Action item: The lines of the records that include "North" should all be copied.

Dataset entries:
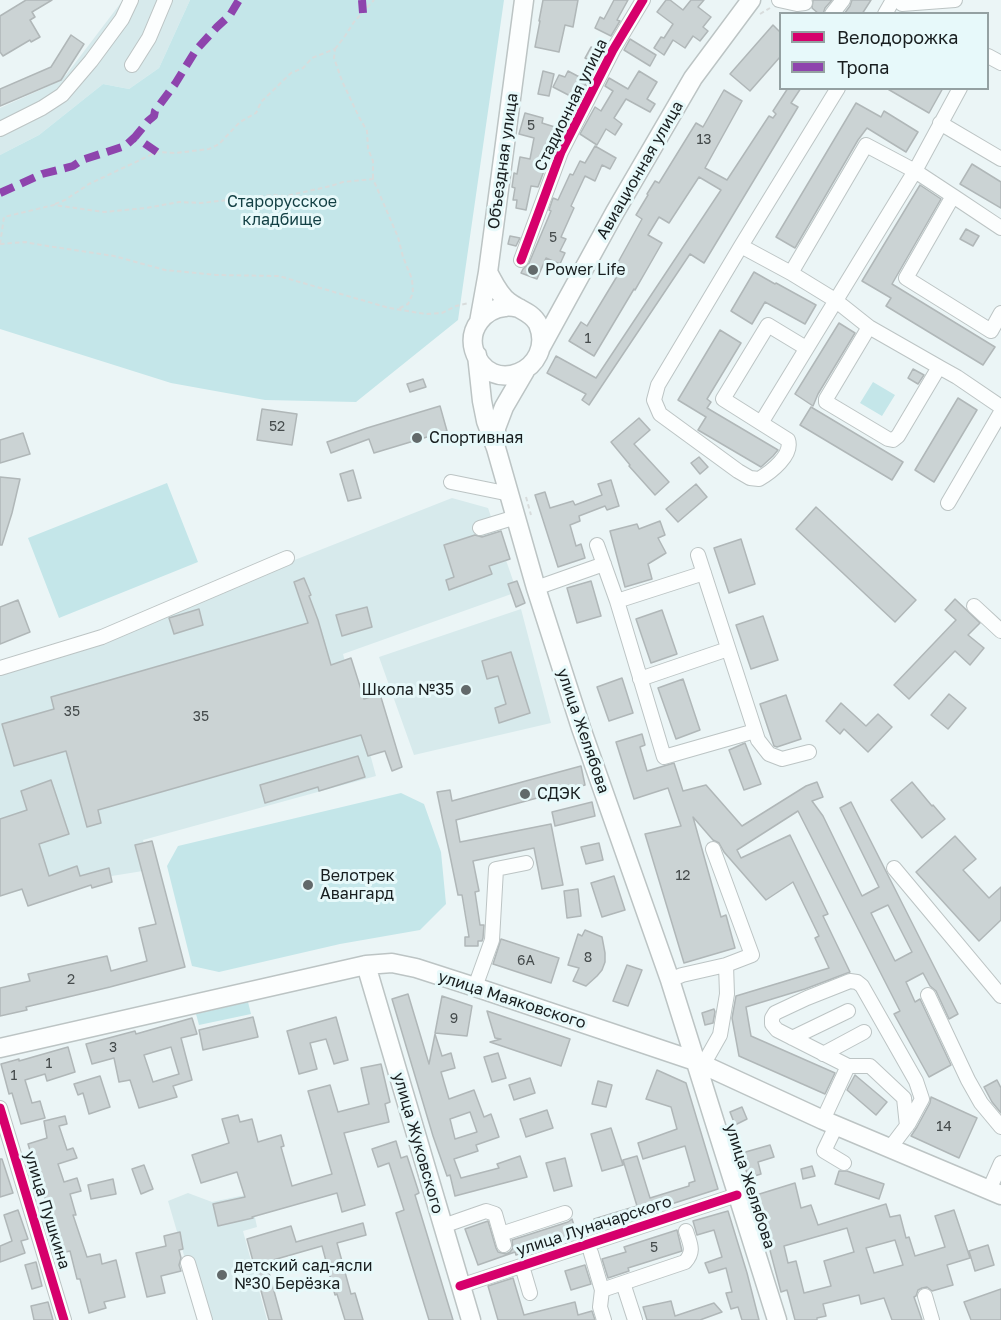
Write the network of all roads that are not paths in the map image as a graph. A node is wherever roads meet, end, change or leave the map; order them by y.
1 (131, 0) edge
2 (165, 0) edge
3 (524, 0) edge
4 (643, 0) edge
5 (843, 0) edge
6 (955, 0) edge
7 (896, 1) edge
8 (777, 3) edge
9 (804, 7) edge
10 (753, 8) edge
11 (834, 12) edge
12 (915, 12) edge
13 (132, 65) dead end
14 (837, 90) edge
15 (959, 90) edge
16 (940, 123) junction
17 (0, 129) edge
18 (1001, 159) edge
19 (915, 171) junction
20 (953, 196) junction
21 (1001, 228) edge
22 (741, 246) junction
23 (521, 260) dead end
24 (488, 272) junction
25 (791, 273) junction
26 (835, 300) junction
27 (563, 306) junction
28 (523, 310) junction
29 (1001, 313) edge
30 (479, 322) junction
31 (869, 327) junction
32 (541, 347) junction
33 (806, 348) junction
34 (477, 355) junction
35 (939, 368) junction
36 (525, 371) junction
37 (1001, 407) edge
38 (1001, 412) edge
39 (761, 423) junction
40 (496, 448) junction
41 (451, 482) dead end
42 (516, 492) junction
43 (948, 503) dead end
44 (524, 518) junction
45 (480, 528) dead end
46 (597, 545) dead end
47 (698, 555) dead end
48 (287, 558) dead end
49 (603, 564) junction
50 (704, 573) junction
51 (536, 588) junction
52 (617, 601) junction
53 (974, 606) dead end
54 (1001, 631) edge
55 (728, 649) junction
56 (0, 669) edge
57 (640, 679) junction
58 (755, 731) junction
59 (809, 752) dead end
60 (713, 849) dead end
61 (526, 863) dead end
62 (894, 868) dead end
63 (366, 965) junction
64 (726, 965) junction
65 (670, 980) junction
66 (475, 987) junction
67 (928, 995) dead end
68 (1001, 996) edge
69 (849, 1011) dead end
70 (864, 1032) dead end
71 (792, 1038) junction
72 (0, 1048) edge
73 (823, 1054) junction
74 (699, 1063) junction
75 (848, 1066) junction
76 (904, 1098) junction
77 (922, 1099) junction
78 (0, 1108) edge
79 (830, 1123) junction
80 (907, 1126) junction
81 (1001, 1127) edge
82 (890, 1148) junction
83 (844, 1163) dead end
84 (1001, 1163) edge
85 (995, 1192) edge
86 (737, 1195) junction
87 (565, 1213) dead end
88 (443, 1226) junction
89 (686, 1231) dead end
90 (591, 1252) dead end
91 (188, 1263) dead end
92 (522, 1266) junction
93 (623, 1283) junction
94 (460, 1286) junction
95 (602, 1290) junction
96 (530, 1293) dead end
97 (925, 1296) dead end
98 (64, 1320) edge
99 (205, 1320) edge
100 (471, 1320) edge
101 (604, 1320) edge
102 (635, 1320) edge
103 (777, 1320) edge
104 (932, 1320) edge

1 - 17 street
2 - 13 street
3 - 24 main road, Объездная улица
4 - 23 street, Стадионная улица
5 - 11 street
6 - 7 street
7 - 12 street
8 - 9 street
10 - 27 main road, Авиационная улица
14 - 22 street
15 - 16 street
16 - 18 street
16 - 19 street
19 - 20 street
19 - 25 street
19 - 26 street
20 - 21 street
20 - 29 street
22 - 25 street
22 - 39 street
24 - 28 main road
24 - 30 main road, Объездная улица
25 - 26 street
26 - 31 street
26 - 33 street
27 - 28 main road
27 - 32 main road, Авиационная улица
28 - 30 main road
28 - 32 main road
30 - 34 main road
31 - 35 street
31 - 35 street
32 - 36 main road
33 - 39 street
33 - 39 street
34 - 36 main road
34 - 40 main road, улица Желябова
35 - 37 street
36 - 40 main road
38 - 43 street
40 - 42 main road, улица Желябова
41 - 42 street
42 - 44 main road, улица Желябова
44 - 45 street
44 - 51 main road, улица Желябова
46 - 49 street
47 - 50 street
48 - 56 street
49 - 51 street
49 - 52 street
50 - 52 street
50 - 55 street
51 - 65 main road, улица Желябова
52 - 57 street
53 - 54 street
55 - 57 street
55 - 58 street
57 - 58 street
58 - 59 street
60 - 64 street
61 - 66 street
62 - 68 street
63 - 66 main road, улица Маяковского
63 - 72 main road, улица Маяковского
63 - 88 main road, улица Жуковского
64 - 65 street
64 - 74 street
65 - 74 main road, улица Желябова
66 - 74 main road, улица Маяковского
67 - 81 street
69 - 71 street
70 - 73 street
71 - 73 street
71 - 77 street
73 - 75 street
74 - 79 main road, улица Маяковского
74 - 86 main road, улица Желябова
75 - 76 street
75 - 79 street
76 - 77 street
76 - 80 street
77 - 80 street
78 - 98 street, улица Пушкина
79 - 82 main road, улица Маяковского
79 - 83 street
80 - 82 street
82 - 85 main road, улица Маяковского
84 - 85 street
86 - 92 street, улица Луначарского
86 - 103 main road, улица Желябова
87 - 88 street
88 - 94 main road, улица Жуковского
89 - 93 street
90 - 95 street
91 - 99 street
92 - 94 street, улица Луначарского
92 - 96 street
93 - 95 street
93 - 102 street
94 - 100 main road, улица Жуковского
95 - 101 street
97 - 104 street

...

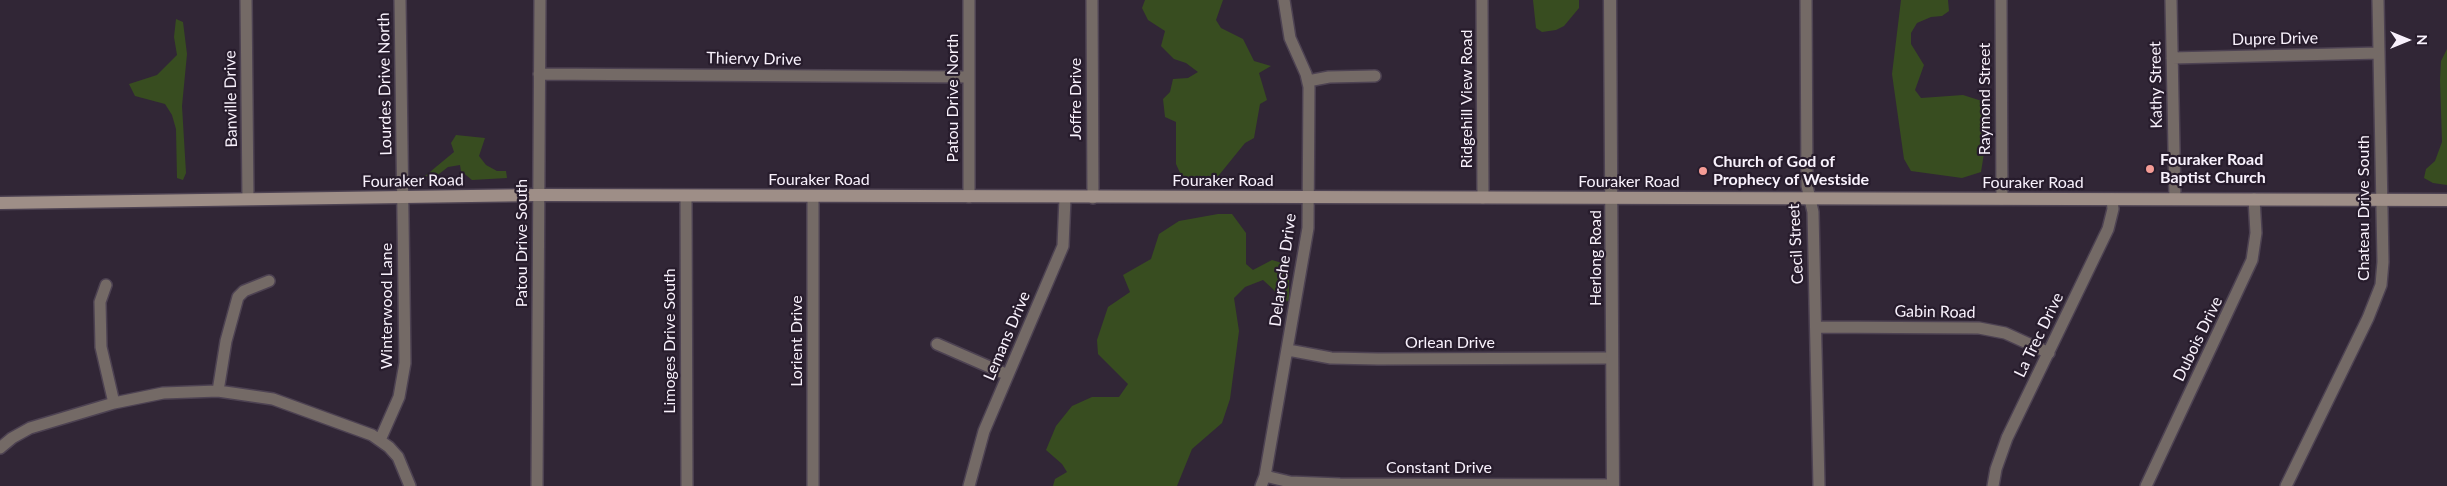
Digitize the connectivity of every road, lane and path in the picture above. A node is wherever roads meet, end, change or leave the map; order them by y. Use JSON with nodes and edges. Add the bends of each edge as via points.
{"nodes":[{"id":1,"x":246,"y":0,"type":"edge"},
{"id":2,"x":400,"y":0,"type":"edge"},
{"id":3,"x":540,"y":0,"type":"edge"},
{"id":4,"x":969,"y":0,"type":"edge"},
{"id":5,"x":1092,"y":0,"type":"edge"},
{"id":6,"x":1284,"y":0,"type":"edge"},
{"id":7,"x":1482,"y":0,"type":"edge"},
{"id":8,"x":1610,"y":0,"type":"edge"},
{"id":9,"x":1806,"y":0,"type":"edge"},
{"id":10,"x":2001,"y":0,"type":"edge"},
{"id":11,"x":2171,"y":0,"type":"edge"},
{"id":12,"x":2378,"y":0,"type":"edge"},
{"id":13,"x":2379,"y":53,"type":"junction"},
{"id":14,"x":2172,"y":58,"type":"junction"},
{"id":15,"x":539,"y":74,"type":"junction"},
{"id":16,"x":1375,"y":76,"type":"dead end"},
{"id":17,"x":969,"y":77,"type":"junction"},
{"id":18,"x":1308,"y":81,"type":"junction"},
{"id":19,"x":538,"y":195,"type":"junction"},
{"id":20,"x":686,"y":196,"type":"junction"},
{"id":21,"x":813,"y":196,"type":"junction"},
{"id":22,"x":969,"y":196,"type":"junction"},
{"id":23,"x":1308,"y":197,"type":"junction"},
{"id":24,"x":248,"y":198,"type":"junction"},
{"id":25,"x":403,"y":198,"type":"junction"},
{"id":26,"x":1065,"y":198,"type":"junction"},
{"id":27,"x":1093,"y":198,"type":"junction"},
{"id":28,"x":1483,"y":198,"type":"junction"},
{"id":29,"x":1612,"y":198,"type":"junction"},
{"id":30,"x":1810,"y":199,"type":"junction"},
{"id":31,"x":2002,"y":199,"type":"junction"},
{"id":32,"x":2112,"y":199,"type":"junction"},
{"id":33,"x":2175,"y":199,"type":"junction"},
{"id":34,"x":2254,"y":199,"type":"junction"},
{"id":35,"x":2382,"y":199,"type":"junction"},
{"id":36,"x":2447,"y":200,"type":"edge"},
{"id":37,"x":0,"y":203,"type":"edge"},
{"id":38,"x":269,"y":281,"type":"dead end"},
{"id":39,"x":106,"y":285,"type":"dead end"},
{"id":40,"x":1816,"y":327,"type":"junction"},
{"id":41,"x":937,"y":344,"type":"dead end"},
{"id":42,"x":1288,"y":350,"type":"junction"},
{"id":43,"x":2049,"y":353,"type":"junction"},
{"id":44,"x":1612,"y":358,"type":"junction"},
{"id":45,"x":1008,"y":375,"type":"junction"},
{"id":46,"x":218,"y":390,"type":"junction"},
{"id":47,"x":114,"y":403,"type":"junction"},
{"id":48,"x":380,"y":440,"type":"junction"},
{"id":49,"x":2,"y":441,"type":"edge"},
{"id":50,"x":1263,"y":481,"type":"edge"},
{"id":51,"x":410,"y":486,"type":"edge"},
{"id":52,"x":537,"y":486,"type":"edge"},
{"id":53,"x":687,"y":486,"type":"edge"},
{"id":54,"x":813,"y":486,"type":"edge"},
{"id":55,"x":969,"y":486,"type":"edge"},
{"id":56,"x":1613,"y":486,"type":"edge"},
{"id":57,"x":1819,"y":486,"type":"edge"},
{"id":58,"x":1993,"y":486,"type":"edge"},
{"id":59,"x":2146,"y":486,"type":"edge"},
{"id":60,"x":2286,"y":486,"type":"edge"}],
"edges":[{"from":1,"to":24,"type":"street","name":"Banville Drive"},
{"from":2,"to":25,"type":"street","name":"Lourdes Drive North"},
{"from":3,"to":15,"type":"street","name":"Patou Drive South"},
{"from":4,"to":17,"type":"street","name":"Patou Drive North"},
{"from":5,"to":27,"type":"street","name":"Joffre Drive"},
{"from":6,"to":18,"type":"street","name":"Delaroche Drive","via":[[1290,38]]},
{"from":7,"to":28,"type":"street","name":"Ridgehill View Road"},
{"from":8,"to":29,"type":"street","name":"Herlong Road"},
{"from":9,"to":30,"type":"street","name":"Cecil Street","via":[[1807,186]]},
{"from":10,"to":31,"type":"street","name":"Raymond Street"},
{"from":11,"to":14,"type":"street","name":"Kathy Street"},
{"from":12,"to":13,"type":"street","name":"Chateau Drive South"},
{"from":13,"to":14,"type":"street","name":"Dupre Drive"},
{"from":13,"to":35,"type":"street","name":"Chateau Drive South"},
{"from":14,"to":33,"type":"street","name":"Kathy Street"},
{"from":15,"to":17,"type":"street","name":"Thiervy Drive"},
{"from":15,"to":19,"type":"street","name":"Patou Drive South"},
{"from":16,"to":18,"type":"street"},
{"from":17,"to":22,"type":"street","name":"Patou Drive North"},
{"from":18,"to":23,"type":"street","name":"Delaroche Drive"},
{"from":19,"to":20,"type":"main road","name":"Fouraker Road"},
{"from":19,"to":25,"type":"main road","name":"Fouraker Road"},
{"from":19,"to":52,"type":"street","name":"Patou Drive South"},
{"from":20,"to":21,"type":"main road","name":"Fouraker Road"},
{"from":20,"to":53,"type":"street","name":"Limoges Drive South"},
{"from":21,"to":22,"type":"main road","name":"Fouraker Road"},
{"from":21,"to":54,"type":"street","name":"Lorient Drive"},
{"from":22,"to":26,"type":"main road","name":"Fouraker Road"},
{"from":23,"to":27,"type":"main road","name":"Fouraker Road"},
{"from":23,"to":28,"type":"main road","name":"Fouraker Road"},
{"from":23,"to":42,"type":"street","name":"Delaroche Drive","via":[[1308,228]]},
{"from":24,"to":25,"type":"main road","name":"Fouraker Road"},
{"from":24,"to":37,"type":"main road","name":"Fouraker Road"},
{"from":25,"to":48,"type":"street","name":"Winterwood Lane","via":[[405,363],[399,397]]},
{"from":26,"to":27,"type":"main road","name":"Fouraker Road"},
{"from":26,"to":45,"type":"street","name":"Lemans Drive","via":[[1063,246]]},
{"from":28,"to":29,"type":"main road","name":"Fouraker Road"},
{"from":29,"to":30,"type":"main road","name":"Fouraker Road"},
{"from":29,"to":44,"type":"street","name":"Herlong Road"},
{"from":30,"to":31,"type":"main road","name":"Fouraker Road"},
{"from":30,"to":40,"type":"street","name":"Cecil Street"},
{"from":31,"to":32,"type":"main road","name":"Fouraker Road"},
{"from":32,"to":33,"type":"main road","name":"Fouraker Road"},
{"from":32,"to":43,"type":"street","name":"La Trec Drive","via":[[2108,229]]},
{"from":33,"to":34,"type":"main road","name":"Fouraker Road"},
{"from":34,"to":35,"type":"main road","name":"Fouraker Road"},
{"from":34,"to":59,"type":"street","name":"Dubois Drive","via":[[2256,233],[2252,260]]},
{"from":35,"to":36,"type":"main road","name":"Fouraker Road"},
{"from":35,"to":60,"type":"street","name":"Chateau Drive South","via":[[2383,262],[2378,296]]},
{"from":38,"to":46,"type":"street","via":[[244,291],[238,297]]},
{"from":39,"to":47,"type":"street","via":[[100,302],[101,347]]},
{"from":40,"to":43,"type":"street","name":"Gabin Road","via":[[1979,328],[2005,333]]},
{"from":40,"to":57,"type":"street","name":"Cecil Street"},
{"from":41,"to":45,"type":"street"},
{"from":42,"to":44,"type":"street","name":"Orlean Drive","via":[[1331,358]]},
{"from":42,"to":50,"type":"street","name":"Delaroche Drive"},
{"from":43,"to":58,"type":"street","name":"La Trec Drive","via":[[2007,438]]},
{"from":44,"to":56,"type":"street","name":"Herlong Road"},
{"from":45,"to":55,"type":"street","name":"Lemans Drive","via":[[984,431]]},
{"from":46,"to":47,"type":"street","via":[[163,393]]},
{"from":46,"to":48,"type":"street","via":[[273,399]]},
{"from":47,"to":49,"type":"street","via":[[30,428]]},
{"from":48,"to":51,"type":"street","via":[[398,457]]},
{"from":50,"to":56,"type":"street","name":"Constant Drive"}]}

Task response:
{"from":2,"to":25,"type":"street","name":"Lourdes Drive North"},
{"from":4,"to":17,"type":"street","name":"Patou Drive North"},
{"from":17,"to":22,"type":"street","name":"Patou Drive North"},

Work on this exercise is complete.